To finish off the week I went to Newcastle Gamers for the first time in months and played a bunch of games. We started as a group of four playing High Society, HMS Dolores and Kingdomino and then Drew left and we were down to three. I offered Las Vegas, Zombology, Hanabi, and For Sale to the other two guys and they chose Zombology (at this point unaware I was the designer and hand-crafter of the game). We played and 2/3 of us won with Tea. They asked for another game and the same 2 of us won with Tea again. At which point they wanted to confirm the science of tea, so we played a third game and again the same pair won with Tea! Crazy. Anyway at that point I wanted to head off so I revealed I was the designer and hand-crafter behind the game and they both bought a copy! I'm down to just two copies at home now!

This week I need to focus on getting the final video up there, picking a box artist, and sharing the press release with as many people as possible - we need to get people's eyes on the project! Any help you can provide sharing the project with people you think would like it is much appreciated - thanks in advance!

Monday, October 8

Kickstarter Voice

You get a wide range of companies and people on Kickstarter, whether doing games or something else.

There’s the large and successful companies with their videos that are incredibly polished, full of rendered animations plus high quality photos and copy. At the other end of the scale there are projects that are something that’s been cobbled together by someone by themselves - video on a laptop or iPad and fairly simple text and basic photos.

With FlickFleet we’re trying to tread the middle path. I don’t want to invest tens of thousands of pounds in the advertising and content of the page, but I don’t want us to appear too homebrew either. We’ve not got a massive fan base ready to pounce on the Kickstarter, so we need to look professional enough to be credible to people who don’t know us.

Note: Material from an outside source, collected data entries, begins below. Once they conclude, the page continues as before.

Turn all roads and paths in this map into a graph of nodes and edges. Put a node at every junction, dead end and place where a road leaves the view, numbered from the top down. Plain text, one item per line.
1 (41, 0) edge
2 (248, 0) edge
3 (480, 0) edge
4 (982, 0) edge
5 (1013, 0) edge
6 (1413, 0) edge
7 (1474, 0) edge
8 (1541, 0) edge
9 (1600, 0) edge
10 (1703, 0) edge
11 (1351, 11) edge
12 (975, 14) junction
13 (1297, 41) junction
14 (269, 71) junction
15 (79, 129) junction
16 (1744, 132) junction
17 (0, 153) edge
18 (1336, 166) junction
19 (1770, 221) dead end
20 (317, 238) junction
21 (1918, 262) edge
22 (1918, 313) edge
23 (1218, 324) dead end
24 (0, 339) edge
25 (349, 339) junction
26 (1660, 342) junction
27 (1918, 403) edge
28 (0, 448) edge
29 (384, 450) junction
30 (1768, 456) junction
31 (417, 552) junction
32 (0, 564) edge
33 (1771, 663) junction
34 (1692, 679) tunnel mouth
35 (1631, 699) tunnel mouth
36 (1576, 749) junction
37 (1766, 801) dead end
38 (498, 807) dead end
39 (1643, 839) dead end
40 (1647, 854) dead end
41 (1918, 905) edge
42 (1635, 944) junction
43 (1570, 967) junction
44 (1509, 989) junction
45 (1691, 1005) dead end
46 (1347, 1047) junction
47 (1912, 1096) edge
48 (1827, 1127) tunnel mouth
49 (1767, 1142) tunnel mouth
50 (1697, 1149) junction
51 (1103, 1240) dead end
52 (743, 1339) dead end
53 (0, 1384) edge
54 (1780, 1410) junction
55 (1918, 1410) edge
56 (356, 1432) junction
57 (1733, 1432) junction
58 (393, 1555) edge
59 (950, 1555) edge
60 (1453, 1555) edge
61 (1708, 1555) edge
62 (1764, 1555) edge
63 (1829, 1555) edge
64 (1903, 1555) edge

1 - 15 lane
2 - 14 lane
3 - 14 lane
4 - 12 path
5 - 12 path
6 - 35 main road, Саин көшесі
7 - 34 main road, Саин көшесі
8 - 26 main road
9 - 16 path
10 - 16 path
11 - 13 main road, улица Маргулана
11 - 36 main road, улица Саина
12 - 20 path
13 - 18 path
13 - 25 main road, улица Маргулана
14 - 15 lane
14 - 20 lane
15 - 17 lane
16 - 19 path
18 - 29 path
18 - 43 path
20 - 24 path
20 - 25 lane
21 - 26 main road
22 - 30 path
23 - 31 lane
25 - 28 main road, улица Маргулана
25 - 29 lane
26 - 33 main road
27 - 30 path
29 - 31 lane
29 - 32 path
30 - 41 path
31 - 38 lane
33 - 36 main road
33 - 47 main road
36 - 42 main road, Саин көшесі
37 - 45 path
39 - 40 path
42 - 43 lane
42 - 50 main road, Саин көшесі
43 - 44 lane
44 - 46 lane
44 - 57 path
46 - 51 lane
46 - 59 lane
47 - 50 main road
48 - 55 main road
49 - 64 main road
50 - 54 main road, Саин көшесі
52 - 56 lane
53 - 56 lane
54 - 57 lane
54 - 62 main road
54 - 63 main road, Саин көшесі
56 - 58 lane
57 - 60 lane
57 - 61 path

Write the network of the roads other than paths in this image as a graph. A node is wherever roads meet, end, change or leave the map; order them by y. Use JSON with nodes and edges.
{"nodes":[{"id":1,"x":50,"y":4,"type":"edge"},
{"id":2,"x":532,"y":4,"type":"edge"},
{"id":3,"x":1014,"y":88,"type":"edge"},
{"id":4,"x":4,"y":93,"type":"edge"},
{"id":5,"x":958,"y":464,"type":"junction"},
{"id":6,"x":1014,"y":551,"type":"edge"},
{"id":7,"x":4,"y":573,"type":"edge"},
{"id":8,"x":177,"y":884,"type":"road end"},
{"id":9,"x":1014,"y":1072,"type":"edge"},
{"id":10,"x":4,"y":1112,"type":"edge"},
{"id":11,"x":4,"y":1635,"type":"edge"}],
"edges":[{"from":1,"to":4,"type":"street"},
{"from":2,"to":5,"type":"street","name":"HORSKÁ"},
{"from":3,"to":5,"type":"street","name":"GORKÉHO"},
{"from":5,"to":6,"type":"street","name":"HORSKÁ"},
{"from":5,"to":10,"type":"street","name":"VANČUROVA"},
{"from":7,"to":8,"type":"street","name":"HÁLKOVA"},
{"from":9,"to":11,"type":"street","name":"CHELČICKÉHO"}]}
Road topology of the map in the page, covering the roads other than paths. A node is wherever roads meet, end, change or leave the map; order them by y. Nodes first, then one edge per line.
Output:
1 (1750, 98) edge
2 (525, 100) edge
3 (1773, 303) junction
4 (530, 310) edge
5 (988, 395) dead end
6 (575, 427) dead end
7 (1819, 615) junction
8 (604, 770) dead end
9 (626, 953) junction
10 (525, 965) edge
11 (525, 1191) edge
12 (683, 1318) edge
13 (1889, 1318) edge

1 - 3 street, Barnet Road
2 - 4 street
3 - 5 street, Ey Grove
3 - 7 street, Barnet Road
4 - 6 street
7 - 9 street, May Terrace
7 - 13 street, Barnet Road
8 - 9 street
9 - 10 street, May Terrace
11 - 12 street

The Kickstarter page taking shape

I’ve got experience hand-crafting games and getting games professionally manufactured for me and a back catalogue of five games that I’ve published in various quantities that speak to my credibility.

Here’s a preview link to the Kickstarter page (with rough draft of the video and box art - still works in progress). What are your thoughts? Does it come across as credible? Too homebrew? Too professional? Do we sound like people you would trust to invest in?

All feedback gratefully appreciated!